El Santo del día
28 de mayo
San Felipe Neri
Oración a San Felipe Neri
Oh San Felipe Neri, santo de la alegría y de la caridad, te pedimos que intercedas por nosotros ante Dios, para que podamos encontrar la paz y la felicidad en nuestras vidas.
Ayúdanos a ser personas alegres, optimistas y siempre dispuestas a ayudar a los demás, como lo hiciste tú durante toda tu vida. Enséñanos a amar a Dios con todo nuestro corazón y a nuestros semejantes como a nosotros mismos.
Que tu ejemplo de humildad y caridad nos inspire a vivir una vida sencilla y desprendida de las cosas materiales, para poder concentrarnos en lo verdaderamente importante.
Oh San Felipe Neri, ruega por nosotros y danos tu bendición, para que podamos vivir siempre en la presencia de Dios.
Amén.
Cuando los compradores entraban al almacén a preguntar por telas, Felipe Neri, de 18 años, en vez de venderles, les inquiría sobre la última vez que comulgaron, si ya habían realizado la buena acción del día o si se sabían el padre nuestro; algunos salían enfadados y otros se quedaban embelesados escuchándolo hablar sobre el amor de Dios y aunque nadie le compraba, le decía a su tío, el dueño de la tienda, –cuando lo recriminaba–, que si ganaba un alma para Cristo, entonces habría hecho la mejor venta de su vida y resuelto a obtener dividendos celestiales, decidió dejar el negocio y sin más equipaje que su entusiasmo evangélico, se abandonó a la confianza del Padre y se encaminó a Roma. Al llegar a la Ciudad Eterna se encontró casualmente con Galeotto Caccia, un comerciante florentino amigo de su padre, quien le propuso que fuera el preceptor de sus hijos y a cambio le ofrecía un pequeño cuarto y una comida diaria. Como Felipe ayunaba todo el tiempo (escasamente se comía un pan y tomaba un poco de agua) le salió muy barato al dueño de casa.

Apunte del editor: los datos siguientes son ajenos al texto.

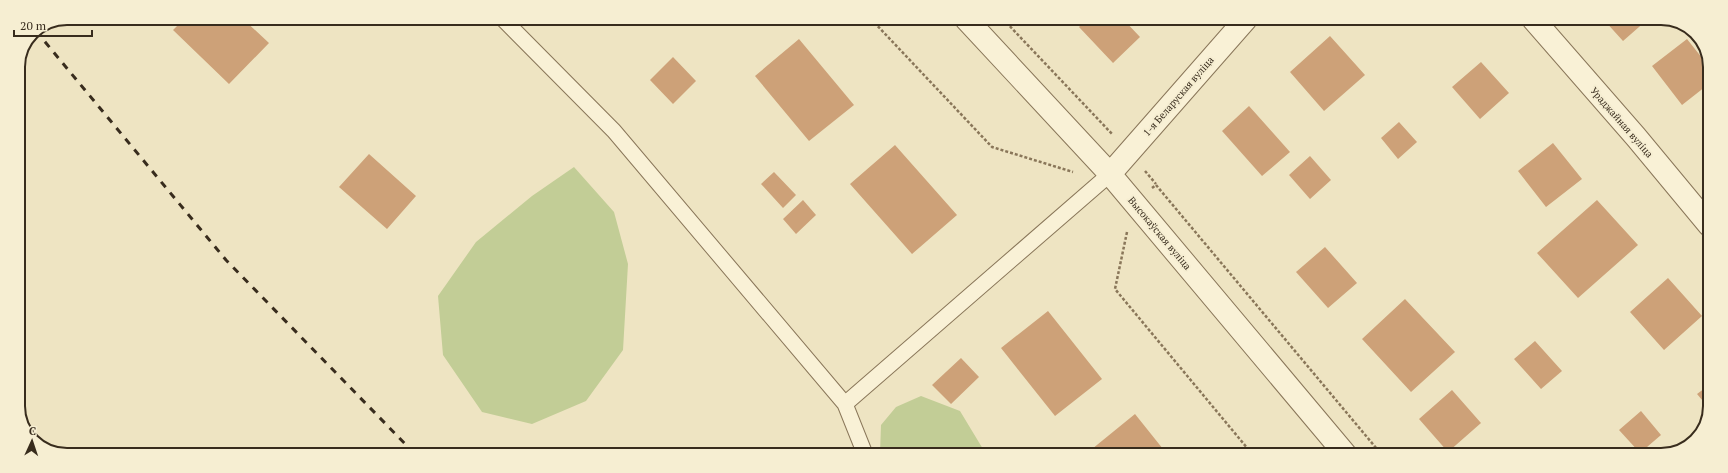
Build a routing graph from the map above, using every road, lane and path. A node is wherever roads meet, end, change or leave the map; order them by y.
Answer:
1 (509, 25) edge
2 (877, 25) edge
3 (972, 25) edge
4 (1009, 25) edge
5 (1241, 25) edge
6 (1537, 25) edge
7 (1129, 152) junction
8 (1110, 174) junction
9 (1156, 184) dead end
10 (1703, 218) edge
11 (845, 404) junction
12 (863, 448) edge
13 (1340, 448) edge

1 - 11 lane
2 - 8 path
3 - 8 street, Высокаўская вуліца
4 - 7 path
5 - 7 street, 1-я Беларуская вуліца
6 - 10 street, Ураджайная вуліца
7 - 8 street, 1-я Беларуская вуліца
7 - 9 path
8 - 11 lane
8 - 13 street, Высокаўская вуліца
11 - 12 lane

Por la amistad que unía a su padre con los dominicos, Felipe Neri (nacido en Florencia, Italia, el 21 de julio de 1515), tuvo la oportunidad de realizar sus estudios básicos y religiosos en el Monasterio de San Marcos de Florencia; aunque tenía una clara vocación religiosa, quiso probar suerte –a instancias de su padre– en el comercio, pero el llamado de Dios fue más poderoso y por eso acudió a Roma. En los dos años siguientes se sumergió en la oración y la meditación; a continuación ingresó a la Sapienza –una de las universidades más prestigiosas de la ciudad– y adelantó estudios de filosofía y teología, los mismos que abandonó tres años después para lanzarse a predicar en las calles de la urbe. Roma en aquella época era una ciudad disoluta, porque apegada a los ideales estéticos, morales y filosóficos del Renacimiento, había perdido de vista a Dios.
En cuestión de semanas, gracias a su fino humor y a su incuestionable don de la palabra, los romanos quedaron prendados de Felipe Neri: las iglesias volvieron a llenarse y los curas tuvieron que multiplicarse para celebrar misas por exigencia del pueblo que seguía incondicionalmente al “Reevangelizador de Roma” –como ya lo llamaban– que organizaba (con la ayuda de la Hermandad del Pequeño Oratorio, fundada por él) peregrinaciones diarias, con miles de personas, por las siete iglesias más importantes de la urbe y que invariablemente terminaban con la contemplación del Santísimo, durante cuarenta horas. De allí nació esta devoción que hoy es muy popular en todo el mundo católico.
Por sugerencia de san Ignacio de Loyola, Felipe Neri se ordenó sacerdote a los 36 años, el 23 de mayo de 1551 y desde entonces, las filas para confesarse con él, llegaban al atrio. Sus risas sanadoras se oían en toda Roma y en una bolsa cargaba los milagros que repartía a manos llenas, pues dada su sencillez, cada vez que realizaba una curación la atribuía a unas reliquias que supuestamente contenía en la talega con la que tocaba a los enfermos y la cual –se comprobó después– estaba vacía.
Durante la elevación, Felipe Neri se quedaba extático, con la hostia en alto, tanto que los acólitos lo dejaban solo, volvían a las dos horas y todavía estaba en esa posición. Eso ocurrió justamente el 26 de mayo de 1595, cuando celebrando la eucaristía, Felipe Neri se quedó en ese estado de arrobamiento del que salió transfigurado y murió al cabo de un rato con una sonrisa plena. Fue canonizado por el papa Gregorio XV, en 1626 y su cuerpo permanece incorrupto en la iglesia de Santa María de la Vallicella, en Roma. Por eso hoy día de su festividad, pidámosle a san Felipe Neri que nos enseñe a seguir a Dios con alegría.